More than 15 years ago I began educating women about breast cancer mortality and early detection. Most of my outreach centered around African American women who suffer the highest mortality even though the incidence is higher in white women than black women.
As a lay person, I find that what I don’t know allows me to look at issues from a common sense approach and ask those dumb questions. If every woman gets screened early why are their outcomes so bad? Sometimes the reason is the state of their health and when it is poor, they have poorer outcomes.
After educating over 15,000 women and witnessing first-hand how much they suffer through cancer and sometimes die, I learned that many of their outcomes were poor due to their overall general health. African Americans suffer from high rates of diabetes, heart disease, and cancer. Some of these women are battling more than one disease at a time. When a friend, who had her first chemo treatment, died at age 42 from a heart attack, I learned she was also diabetic and her diet lacked fresh fruits and vegetables.

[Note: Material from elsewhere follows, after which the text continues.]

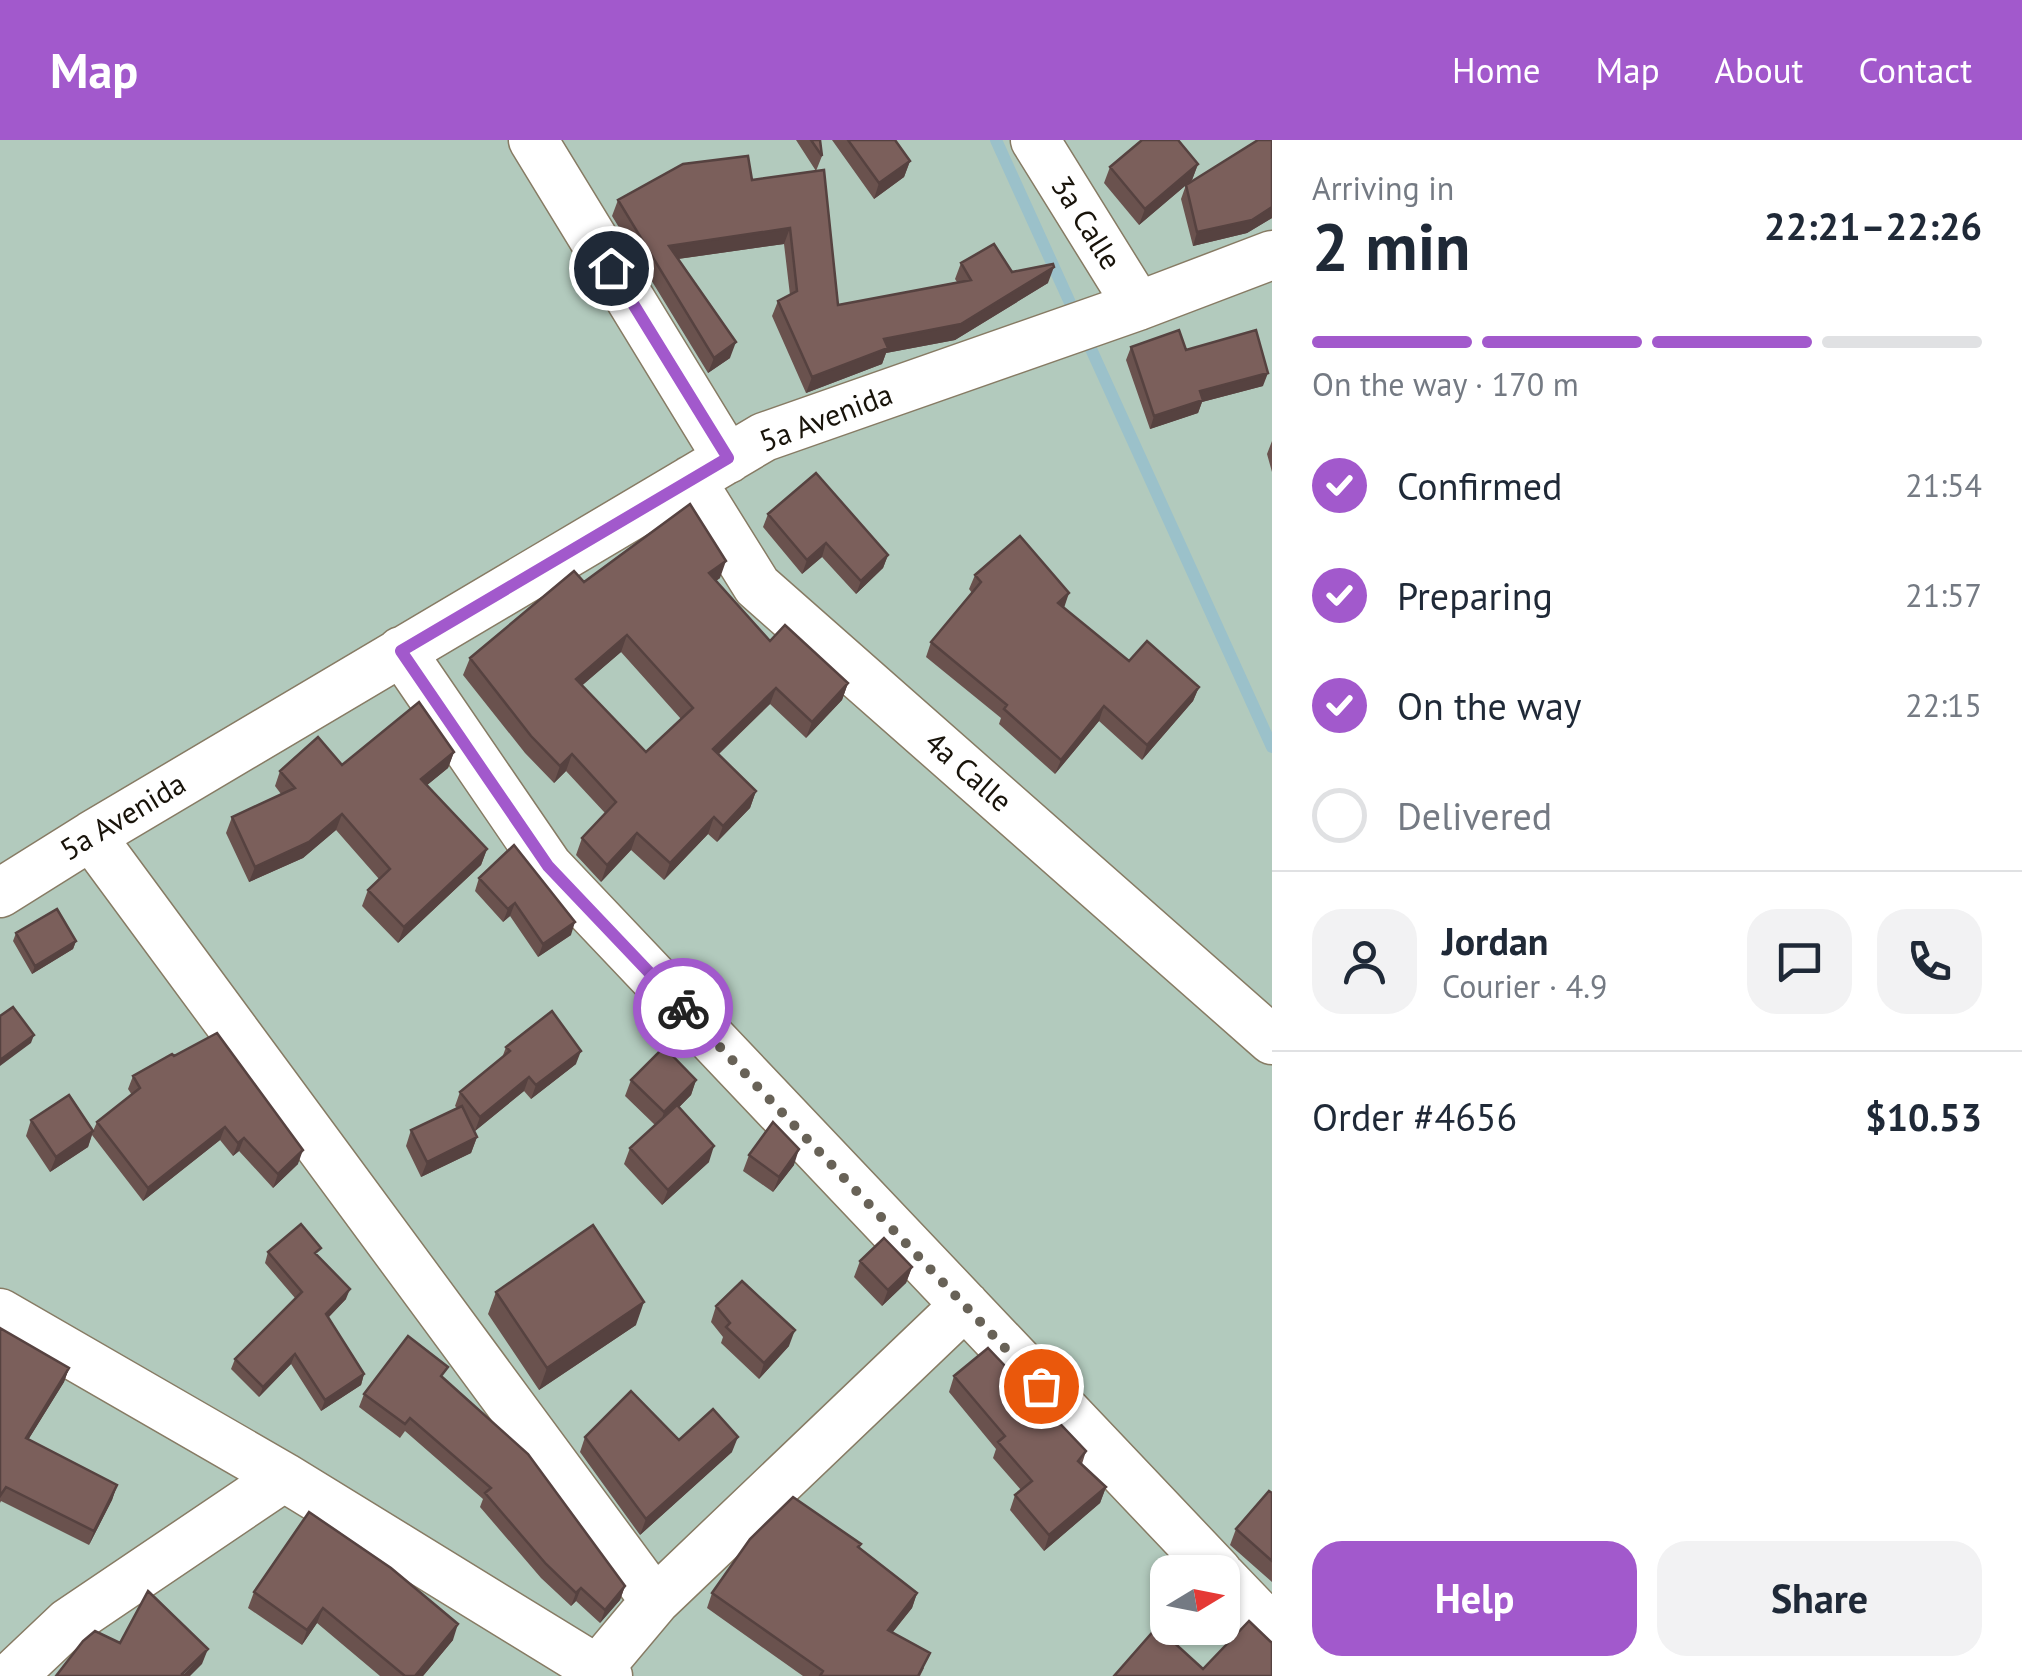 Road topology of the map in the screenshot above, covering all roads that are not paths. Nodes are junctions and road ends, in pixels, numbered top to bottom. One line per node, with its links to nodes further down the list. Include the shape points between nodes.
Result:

We are surrounded by food deserts, the bodegas where most inner city people without transportation shop, don’t offer many healthy choices. Fresh fish, vegetables, and fruits are not available, cost prohibitive, and in the corner stores, unattractive. Urban communities need more local, affordable, and culturally appropriate foods.
As we look towards producing 50% of our food in the New England states by 2060 we must be mindful that if we are going to be inclusive, we must consider those who suffer the greatest health disparities. It’s not only about the right foods being available, but that we all have access.